7. Nazistas criaram a ideia de uma raça superior
Eles a levaram ao extremo, mas não foram seus inventores. No mundo inteiro, era fácil achar gente defendendo a superioridade dos brancos. A palavra "eugenia", em nome da qual os nazistas proibiram casamentos entre judeus e alemães e mataram deficientes mentais, foi criada pelo primo em segundo grau de Charles Darwin, Francis Galton. Os Estados Unidos foram o primeiro país no mundo a criar leis de eugenia. Ninguém menos que Winston Churchill as defendeu em livro, duas décadas antes de o nazismo nascer. 

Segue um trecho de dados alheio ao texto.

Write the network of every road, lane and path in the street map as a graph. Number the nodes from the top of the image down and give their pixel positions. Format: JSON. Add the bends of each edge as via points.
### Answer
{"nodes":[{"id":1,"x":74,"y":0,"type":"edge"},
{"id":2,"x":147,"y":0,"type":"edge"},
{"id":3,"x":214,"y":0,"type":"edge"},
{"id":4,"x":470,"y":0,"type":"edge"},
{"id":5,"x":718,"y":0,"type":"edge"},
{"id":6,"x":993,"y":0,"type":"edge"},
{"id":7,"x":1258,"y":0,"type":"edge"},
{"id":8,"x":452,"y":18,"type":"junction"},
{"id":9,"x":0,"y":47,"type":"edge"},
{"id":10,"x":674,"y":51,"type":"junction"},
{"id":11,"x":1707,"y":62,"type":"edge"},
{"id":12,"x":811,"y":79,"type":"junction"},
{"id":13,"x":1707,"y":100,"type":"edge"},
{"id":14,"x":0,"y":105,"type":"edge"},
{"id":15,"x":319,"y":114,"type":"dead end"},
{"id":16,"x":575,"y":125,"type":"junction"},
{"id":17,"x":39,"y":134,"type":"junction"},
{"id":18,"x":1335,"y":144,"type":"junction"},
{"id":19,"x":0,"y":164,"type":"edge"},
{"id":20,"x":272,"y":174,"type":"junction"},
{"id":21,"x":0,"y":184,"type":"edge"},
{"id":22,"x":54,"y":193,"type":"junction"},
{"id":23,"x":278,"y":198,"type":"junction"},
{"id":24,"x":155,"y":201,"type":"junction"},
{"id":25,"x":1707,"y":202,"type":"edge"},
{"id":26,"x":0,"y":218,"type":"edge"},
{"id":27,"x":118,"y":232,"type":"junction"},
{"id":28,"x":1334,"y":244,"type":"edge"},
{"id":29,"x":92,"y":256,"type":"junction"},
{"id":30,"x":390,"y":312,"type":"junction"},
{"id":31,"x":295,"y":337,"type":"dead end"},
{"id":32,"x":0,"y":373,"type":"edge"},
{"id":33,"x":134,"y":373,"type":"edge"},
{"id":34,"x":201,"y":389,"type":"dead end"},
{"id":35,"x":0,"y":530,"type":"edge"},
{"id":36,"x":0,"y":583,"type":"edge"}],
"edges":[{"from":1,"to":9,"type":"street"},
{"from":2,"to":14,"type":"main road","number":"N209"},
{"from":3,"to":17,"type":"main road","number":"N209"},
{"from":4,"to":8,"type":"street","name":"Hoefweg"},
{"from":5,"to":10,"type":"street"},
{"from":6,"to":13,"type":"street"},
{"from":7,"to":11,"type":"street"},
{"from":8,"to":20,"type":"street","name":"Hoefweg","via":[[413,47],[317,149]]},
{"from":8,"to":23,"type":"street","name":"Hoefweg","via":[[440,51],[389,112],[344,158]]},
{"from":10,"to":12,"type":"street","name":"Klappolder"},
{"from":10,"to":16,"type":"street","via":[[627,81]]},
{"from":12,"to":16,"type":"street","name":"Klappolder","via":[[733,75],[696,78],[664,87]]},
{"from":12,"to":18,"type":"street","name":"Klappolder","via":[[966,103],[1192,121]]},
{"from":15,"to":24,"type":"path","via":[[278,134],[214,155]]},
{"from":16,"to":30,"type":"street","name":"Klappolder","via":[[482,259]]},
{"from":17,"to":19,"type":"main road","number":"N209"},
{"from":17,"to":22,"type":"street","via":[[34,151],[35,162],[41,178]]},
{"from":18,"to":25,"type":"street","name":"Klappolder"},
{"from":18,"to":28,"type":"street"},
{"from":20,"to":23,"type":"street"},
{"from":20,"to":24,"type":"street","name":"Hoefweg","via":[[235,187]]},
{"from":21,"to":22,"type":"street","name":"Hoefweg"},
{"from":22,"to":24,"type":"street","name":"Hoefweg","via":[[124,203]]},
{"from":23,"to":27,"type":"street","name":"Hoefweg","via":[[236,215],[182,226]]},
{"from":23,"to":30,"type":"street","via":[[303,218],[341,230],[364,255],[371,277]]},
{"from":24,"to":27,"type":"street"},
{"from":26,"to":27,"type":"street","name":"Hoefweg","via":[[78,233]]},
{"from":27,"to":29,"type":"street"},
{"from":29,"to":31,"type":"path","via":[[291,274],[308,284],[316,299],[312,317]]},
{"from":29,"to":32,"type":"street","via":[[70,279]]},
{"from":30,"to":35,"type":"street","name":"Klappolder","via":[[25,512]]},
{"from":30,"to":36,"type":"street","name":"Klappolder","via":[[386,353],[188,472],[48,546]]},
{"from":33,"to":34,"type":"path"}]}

6. Auschwitz e os outros eram campos de concentração
Campo de concentração é um local onde manter prisioneiros de guerra ou políticos em massa. As condições variam muito, desde um quase retiro rural aos gulags soviéticos. Mortos em campos de concentração são vítimas colaterais. Nazistas tinham campos de concentração, usados para prender soldados de países ocidentais. Que eram surpreendentemente bem tratados, aliás, pois a Alemanha havia assinado a Convenção de Genebra, dispondo sobre o tratamento de prisioneiros de guerra. O propósito dos campos como Auschwitz era matar as pessoas desde que chegavam – e tinham uma estrutura industrial para isso. O certo é dizer que são campos de extermínio. Como a União Soviética não havia assinado a Convenção de Genebra, prisioneiros soviéticos iam para os campos de extermínio, não concentração.

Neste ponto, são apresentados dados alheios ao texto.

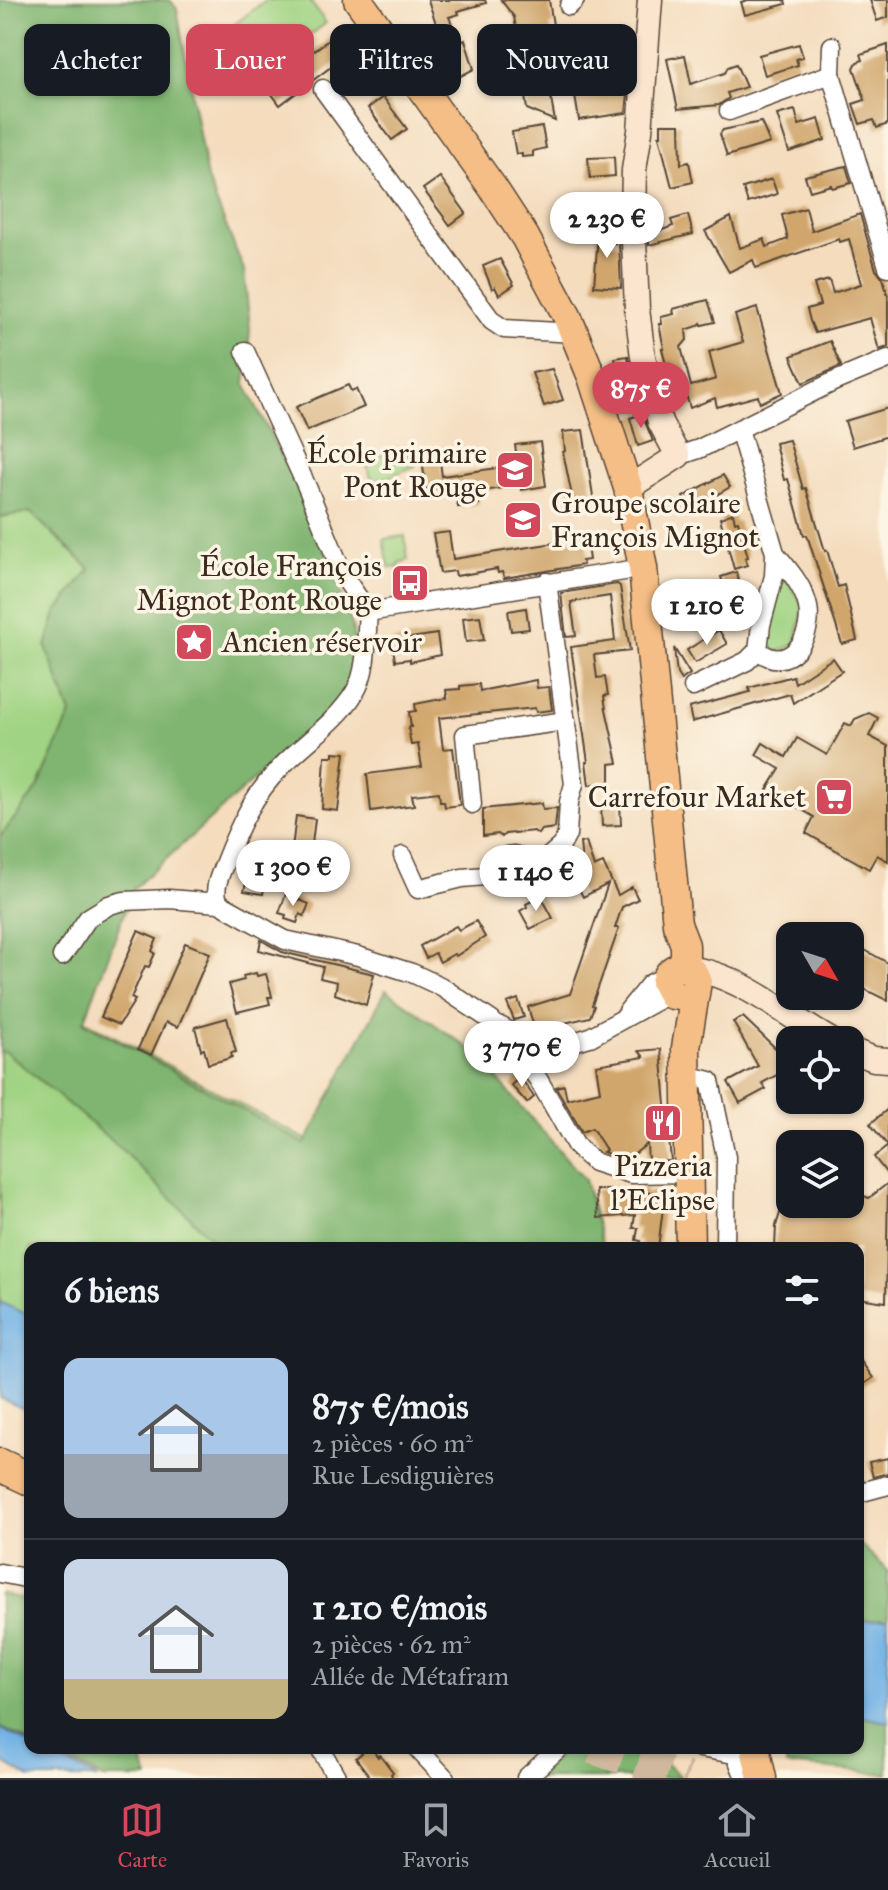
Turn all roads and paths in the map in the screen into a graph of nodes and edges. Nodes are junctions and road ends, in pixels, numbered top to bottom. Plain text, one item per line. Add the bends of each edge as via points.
1 (358, 0) edge
2 (650, 0) edge
3 (832, 46) dead end
4 (831, 74) junction
5 (323, 89) dead end
6 (729, 111) dead end
7 (888, 267) edge
8 (575, 333) junction
9 (245, 351) dead end
10 (888, 359) edge
11 (739, 429) junction
12 (678, 456) junction
13 (628, 488) junction
14 (775, 553) junction
15 (643, 568) junction
16 (547, 582) junction
17 (368, 612) junction
18 (758, 650) junction
19 (693, 687) dead end
20 (566, 721) junction
21 (472, 804) dead end
22 (403, 856) dead end
23 (219, 903) junction
24 (62, 956) dead end
25 (680, 981) junction
26 (492, 1021) junction
27 (806, 1026) edge
28 (864, 1055) edge
29 (888, 1060) edge
30 (687, 1061) junction
31 (688, 1173) junction
32 (725, 1219) junction
33 (690, 1235) edge
34 (725, 1242) edge
35 (0, 1465) edge
36 (24, 1476) edge
37 (888, 1485) edge
38 (864, 1491) edge
39 (0, 1573) edge
40 (24, 1578) edge
41 (323, 1754) edge
42 (423, 1754) edge
43 (552, 1754) edge
44 (741, 1754) edge
45 (743, 1754) edge
46 (337, 1778) edge
47 (445, 1778) edge
48 (526, 1778) edge
49 (745, 1778) edge
50 (762, 1778) edge

1 - 8 main road via 517,225
2 - 12 street via 634,170 637,309 660,422
3 - 4 street
4 - 6 street
4 - 7 street
5 - 8 street via 492,321 504,329
8 - 13 main road
9 - 17 street via 344,577
10 - 11 street
11 - 12 street
11 - 14 street
12 - 13 street
13 - 15 main road
14 - 18 street
14 - 18 street via 808,603 809,631 789,655 771,658
15 - 16 street
15 - 25 main road via 677,924 685,945
16 - 17 street
16 - 20 street
17 - 23 street via 358,688 340,714 256,796 217,883
18 - 19 street via 747,661
20 - 21 street via 465,735
20 - 22 street via 574,784 567,835 554,853 536,862 507,856 485,876 418,889
23 - 24 street via 169,899 109,905 88,918
23 - 26 street via 285,940 412,973
25 - 26 street via 650,984 624,1017 570,1043 528,1042
25 - 27 street via 752,994
25 - 30 main road
26 - 31 street via 538,1079 577,1147 594,1162 631,1174
28 - 29 street
30 - 31 main road
30 - 32 street via 710,1081 726,1157
31 - 33 main road
32 - 33 street
32 - 34 street
35 - 36 highway
37 - 38 street
39 - 40 street
41 - 46 street
42 - 47 street
43 - 48 street
44 - 49 street
45 - 50 main road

5. Todos os alemães eram nazistas
Ninguém era obrigado a se filiar ao partido – ainda que isso tivesse óbvias vantagens. O maior general da Alemanha nazista, Erwin Rommel, não era filiado - e acabou sendo forçado a se matar sob suspeita de participar de uma conspiração para assassinar Hitler. Outros oficiais - como o almirante Canaris - simplesmente boicotavam o regime nazista  tanto quanto podiam. Alguns membros do partido praticaram resistência passiva, como Oscar Schindler. E o grupo estudantil Rosa Branca chegou a realizar passeata contra o nazismo nas ruas de Munique. 

4. O exército alemão era formado apenas por alemães
Havia muitos estrangeiros nas forças alemãs, inclusive a SS. Muçulmanos dos Bálcãs, simpatizantes espanhóis, franceses, ingleses e mais. Até mesmo judeus da Finlândia ajudaram os nazistas. Quase no fim da guerra. cerca de 10% do Exército alemão estacionado França era de soldados russos, fugidos do regime soviético. Após o Dia D, Yang Kyoungjong, um coreano, foi capturado pelos americanos entre as forças nazistas, servindo na França. Ele havia lutado pelo Japão, depois no Exército Vermelho, por fim a Wehrmacht. Morreu em 1992.

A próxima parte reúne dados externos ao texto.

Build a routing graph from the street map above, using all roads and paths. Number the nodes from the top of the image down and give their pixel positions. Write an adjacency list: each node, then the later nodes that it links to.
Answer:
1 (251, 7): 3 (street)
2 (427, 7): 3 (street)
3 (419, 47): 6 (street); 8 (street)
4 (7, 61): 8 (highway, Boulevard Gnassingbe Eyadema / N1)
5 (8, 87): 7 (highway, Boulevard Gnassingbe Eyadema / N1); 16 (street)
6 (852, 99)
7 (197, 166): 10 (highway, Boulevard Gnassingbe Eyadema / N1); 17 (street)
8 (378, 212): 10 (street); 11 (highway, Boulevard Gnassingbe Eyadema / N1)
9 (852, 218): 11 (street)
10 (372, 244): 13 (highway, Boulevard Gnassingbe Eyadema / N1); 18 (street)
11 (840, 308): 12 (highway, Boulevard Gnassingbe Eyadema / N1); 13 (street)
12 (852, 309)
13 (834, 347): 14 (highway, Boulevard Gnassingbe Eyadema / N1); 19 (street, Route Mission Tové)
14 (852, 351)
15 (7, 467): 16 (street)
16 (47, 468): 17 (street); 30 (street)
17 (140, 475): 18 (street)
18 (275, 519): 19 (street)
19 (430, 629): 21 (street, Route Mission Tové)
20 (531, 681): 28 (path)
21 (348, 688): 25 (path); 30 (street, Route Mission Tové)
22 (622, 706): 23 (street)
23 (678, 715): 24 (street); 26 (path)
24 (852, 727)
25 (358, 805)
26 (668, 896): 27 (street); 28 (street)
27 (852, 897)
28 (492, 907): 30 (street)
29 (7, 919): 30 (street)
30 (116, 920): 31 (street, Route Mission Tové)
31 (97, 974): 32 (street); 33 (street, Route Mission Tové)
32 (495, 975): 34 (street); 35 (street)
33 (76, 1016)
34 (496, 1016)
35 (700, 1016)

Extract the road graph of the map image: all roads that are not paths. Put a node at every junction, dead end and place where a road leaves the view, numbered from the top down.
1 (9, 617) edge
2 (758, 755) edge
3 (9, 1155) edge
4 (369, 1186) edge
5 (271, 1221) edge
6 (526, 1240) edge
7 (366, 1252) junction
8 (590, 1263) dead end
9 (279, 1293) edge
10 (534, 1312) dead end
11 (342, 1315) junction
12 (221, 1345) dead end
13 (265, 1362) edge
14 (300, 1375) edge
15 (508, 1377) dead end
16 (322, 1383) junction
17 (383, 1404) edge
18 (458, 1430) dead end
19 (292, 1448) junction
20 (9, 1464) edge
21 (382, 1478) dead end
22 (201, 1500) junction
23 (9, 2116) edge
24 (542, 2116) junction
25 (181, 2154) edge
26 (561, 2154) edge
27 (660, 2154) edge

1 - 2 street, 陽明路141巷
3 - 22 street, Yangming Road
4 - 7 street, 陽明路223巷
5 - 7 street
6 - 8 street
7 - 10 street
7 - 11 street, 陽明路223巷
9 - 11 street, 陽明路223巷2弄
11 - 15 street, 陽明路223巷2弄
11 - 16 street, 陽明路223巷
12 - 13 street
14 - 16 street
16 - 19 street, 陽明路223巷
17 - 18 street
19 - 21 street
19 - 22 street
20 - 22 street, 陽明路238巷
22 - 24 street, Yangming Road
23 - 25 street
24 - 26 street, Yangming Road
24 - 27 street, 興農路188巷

3. Os nazistas esconderam ouro roubado
Os nazistas de fato esconderam muito ouro roubado – mas não no chão, como se fossem piratas de filmes (piratas reais também não faziam isso). A maior parte dele foi “escondida” nos cofres da Suíça e da Suécia durante a guerra. Depois do conflito, outra parte foi levada para os Estados Unidos e para a URSS. Tudo com o consentimento dos respectivos governos. 

2. O Brasil tinha o maior número de nazistas fora da Alemanha
Os membros do Partido Nazista no Brasil eram menos de 3 mil. Todos alemães nativos, não descendentes, porque esses eram vistos como mestiços degenerados, que perderam sua cultura, e ninguém nem se dava ao trabalho de conferir seus ancestrais. Nos Estados Unidos, somente a Liga Germano-Americana tinha 25 mil filiados com fortes vínculos com o nazismo – eles desfilavam com bandeiras americanas ao lado da suástica. Antes da guerra, o nazismo era tido por uma ideologia tolerável, se antipática.

1. Alemães são arianos
Essa é uma das maiores bizarrices nazistas. Arianos eram invasores do Cáucaso que, há quase 4 mil anos, conquistaram a Índia e a Pérsia - Irã, nome que a Pérsia assumiu em 1935 quer dizer “terra dos arianos”. Teóricos racistas do século 19 levantaram a hipótese de que esses conquistadores chegaram à Europa, mas só lá se mantiveram puros – isto é, os alemães seriam mais arianos que os arianos (e os iranianos). Isso tem zero base na realidade.